The Bureau of Land Management (BLM) has withdrawn a permanent instructional memorandum (PIM) that would have prioritized certain grazing permits on public lands, potentially causing delays in others.
Last December, BLM released PIM 2025-004, titled “Setting Priorities for Review and Processing of Grazing Authorizations and Related Livestock Grazing Monitoring, and Incorporating Thresholds and Responses into Grazing Permits/Leases.” The PIM was part of a series of memoranda related to plans that were unable to be implemented during the Biden administration.
The Public Lands Council applauded the memorandum’s withdrawal, saying it would have led to delayed grazing permits in several states, required a risk of contact model in areas with bighorn sheep populations and confused the management of areas with sage grouse populations.
Memo details
The memo, posted Dec. 20, 2024, provided guidance for prioritizing data collection, evaluating land health and implementing management of grazing permits and leases.

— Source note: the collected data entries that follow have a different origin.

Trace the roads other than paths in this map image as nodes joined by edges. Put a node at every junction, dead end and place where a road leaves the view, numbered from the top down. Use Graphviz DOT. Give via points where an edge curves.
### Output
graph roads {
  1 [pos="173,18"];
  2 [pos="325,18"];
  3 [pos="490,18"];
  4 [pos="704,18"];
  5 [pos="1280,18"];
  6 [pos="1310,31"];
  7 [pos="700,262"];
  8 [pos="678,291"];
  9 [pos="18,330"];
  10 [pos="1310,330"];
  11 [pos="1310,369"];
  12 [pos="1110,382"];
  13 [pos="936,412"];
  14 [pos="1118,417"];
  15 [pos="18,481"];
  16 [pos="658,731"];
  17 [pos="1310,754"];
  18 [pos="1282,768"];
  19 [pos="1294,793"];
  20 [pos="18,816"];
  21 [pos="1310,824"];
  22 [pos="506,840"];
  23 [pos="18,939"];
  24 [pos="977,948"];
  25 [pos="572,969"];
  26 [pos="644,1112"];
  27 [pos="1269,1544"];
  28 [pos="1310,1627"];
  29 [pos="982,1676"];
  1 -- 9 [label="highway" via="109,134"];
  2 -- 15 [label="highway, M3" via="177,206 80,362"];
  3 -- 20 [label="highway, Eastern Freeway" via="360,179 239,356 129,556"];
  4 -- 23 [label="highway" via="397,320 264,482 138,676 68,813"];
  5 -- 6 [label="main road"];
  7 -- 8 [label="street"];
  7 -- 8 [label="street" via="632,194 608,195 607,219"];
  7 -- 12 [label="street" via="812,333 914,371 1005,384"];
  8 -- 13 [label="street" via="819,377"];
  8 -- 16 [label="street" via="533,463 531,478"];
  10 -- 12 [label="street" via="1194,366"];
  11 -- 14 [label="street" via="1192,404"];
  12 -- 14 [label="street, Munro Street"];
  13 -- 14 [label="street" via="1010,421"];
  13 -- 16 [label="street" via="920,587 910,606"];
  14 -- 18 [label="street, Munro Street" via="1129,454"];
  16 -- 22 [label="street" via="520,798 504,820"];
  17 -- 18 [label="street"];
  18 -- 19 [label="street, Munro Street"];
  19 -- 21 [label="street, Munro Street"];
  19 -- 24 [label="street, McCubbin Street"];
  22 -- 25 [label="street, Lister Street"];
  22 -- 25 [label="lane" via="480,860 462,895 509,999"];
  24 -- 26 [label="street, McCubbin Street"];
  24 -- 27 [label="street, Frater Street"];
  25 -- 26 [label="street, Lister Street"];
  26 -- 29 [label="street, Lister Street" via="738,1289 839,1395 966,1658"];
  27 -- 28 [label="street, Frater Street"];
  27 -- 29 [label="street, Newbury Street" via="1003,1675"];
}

The document also provided guidance for analyzing and incorporating thresholds and responses into grazing permit terms and conditions and National Environmental Policy Act (NEPA) analyses.
“This policy is intended to ensure that land health considerations, including habitat for sage-grouse, bighorn sheep and threatened and endangered species, as well as areas with special or administrative designations, are the primary bases for prioritizing the processing of grazing permits and leases, monitoring the effectiveness of grazing management, and making progress toward achieving land health standards,” the memo read.
The agency continued that it has a large administrative and civil litigation workload related to grazing permits, and has also lost rangeland management specialists, which has led to the renewal of permits and leases without NEPA analysis or other required analyses.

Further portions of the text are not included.